> WHAT YOU WILL DO: Everything from the line with "Map reading. Describe" to the end of the entries should be copied exactly, and nothing else.

** Opening RAW DATA block **

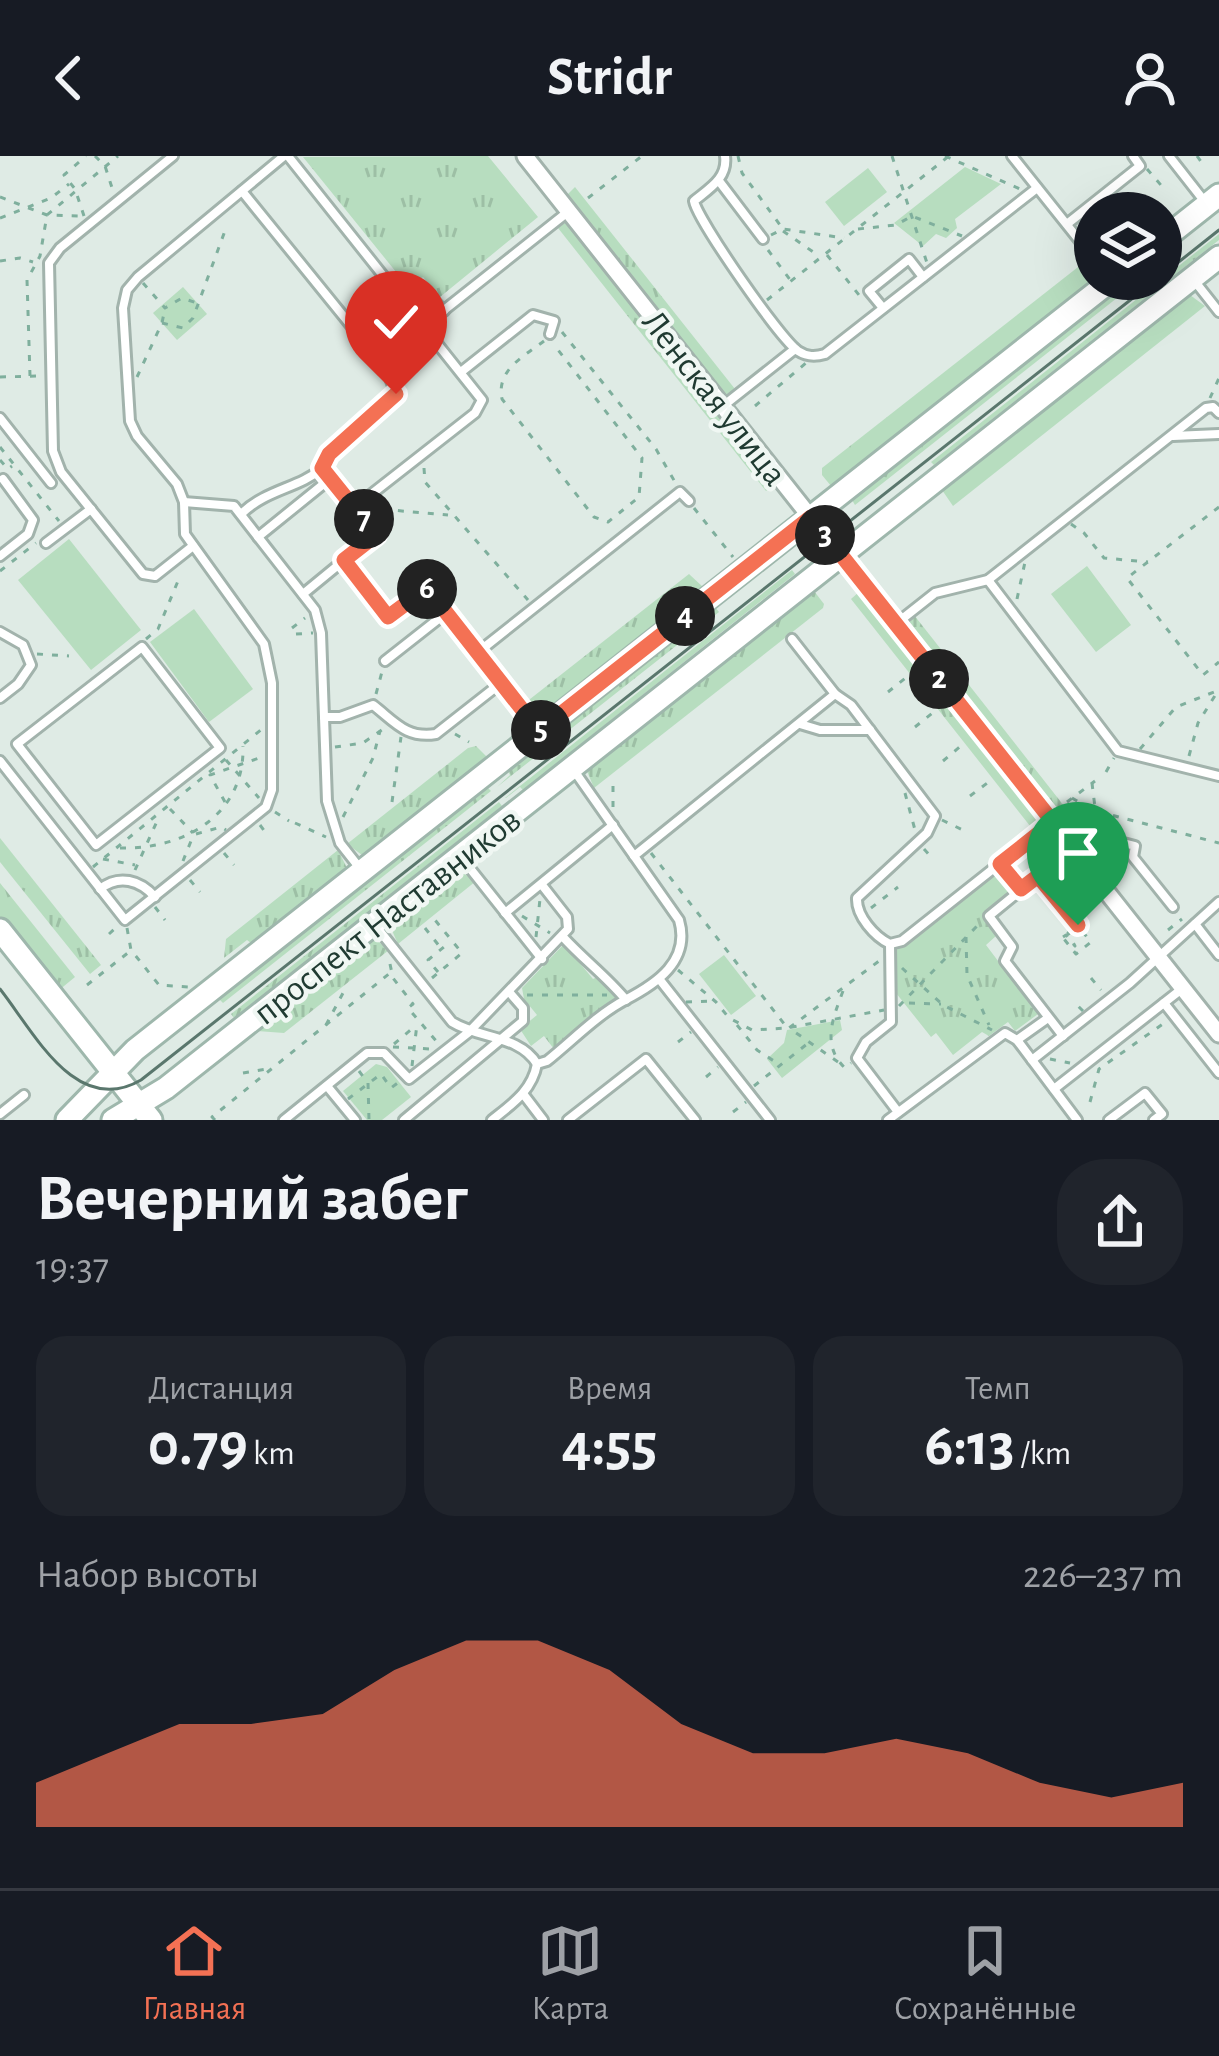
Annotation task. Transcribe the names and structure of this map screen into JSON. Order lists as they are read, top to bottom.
{
  "streets": {
    "main road": ["проспект Наставников"],
    "street": ["Ленская улица"]
  },
  "crossings": [
    ["Ленская улица", "проспект Наставников"]
  ],
  "page": {
    "header": "Stridr",
    "pins": [
      "7",
      "3",
      "6",
      "4",
      "2",
      "5"
    ],
    "heading": ["Вечерний забег", "19:37"],
    "stats": [
      ["Дистанция", "0.79 km"],
      ["Время", "4:55"],
      ["Темп", "6:13 /km"]
    ],
    "chart": ["Набор высоты", "226–237 m"],
    "tabs": ["Главная", "Карта", "Сохранённые"]
  }
}
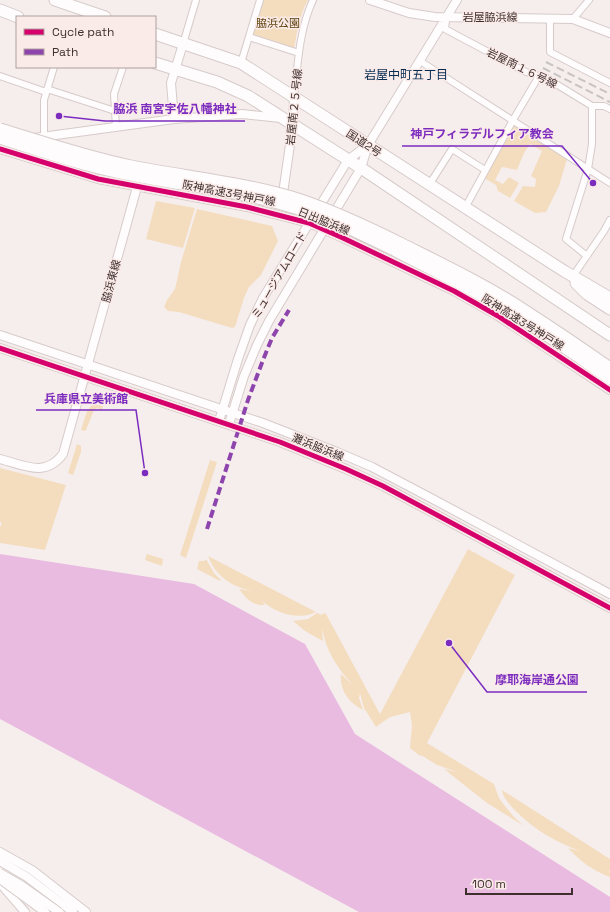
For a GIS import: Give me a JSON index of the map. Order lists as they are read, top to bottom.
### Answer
{
  "streets": {
    "highway": ["国道2号", "阪神高速3号神戸線"],
    "street": [
      "岩屋脇浜線",
      "岩屋南１６号線",
      "岩屋南２５号線",
      "日出脇浜線",
      "ミュージアムロード",
      "脇浜東線",
      "灘浜脇浜線"
    ]
  },
  "crossings": [
    ["岩屋脇浜線", "岩屋南１６号線"],
    ["岩屋脇浜線", "ミュージアムロード"],
    ["岩屋南１６号線", "ミュージアムロード"],
    ["岩屋南２５号線", "国道2号"],
    ["岩屋南２５号線", "日出脇浜線"],
    ["国道2号", "ミュージアムロード"],
    ["日出脇浜線", "ミュージアムロード"],
    ["日出脇浜線", "脇浜東線"],
    ["ミュージアムロード", "灘浜脇浜線"],
    ["脇浜東線", "灘浜脇浜線"]
  ],
  "districts": ["岩屋中町五丁目"],
  "parks": ["脇浜公園"],
  "places": [
    "脇浜 南宮宇佐八幡神社",
    "神戸フィラデルフィア教会",
    "兵庫県立美術館",
    "摩耶海岸通公園"
  ],
  "legend": ["Cycle path", "Path"],
  "scale_bar": "100 m"
}
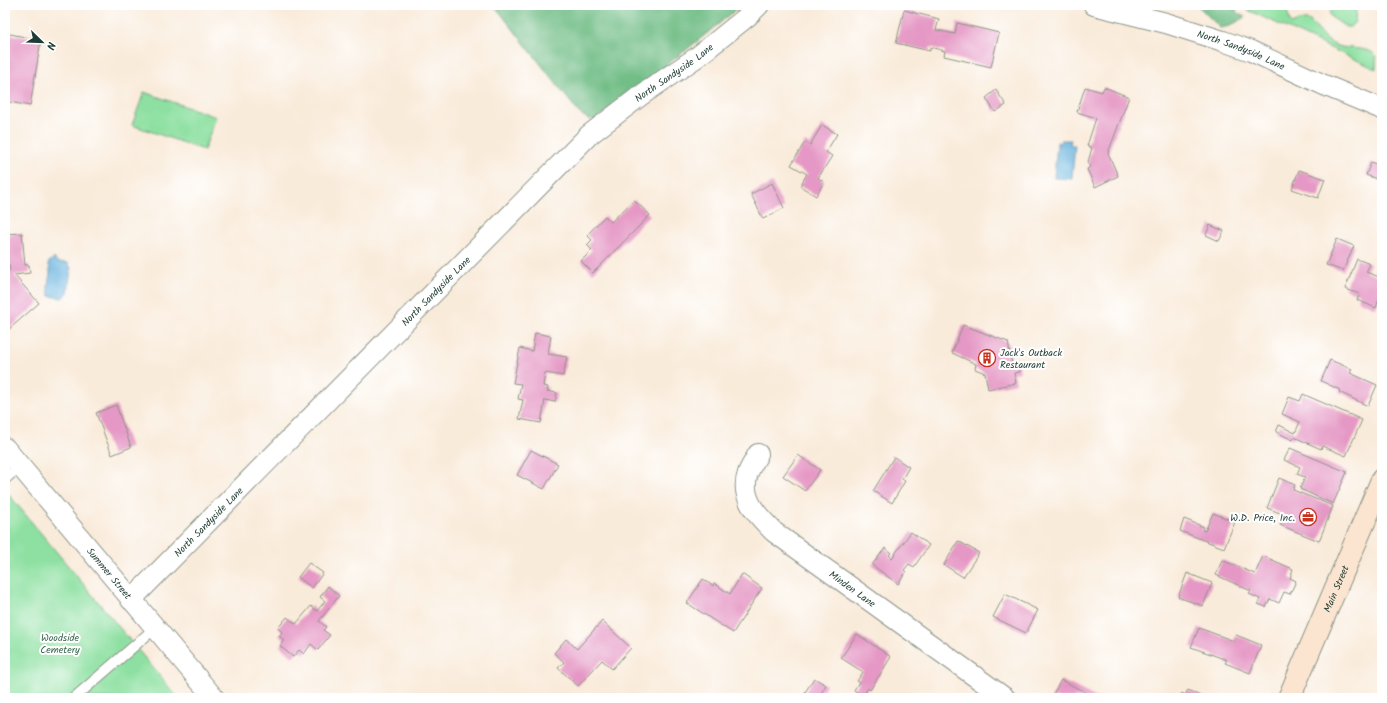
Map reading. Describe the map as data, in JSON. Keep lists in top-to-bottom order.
{
  "streets": {
    "main road": ["Main Street"],
    "street": ["North Sandyside Lane", "Summer Street", "Minden Lane"]
  },
  "crossings": [
    ["North Sandyside Lane", "Summer Street"]
  ],
  "parks": ["Woodside Cemetery"],
  "places": {
    "building": ["Jack's Outback Restaurant"],
    "office": ["W.D. Price, Inc."]
  },
  "north": "bottom right"
}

** Closing RAW DATA block **

> RESPONSE TO THIS EXERCISE:
Map reading. Describe the map as data, in JSON. Keep lists in top-to-bottom order.
{
  "streets": {
    "main road": ["Main Street"],
    "street": ["North Sandyside Lane", "Summer Street", "Minden Lane"]
  },
  "crossings": [
    ["North Sandyside Lane", "Summer Street"]
  ],
  "parks": ["Woodside Cemetery"],
  "places": {
    "building": ["Jack's Outback Restaurant"],
    "office": ["W.D. Price, Inc."]
  },
  "north": "bottom right"
}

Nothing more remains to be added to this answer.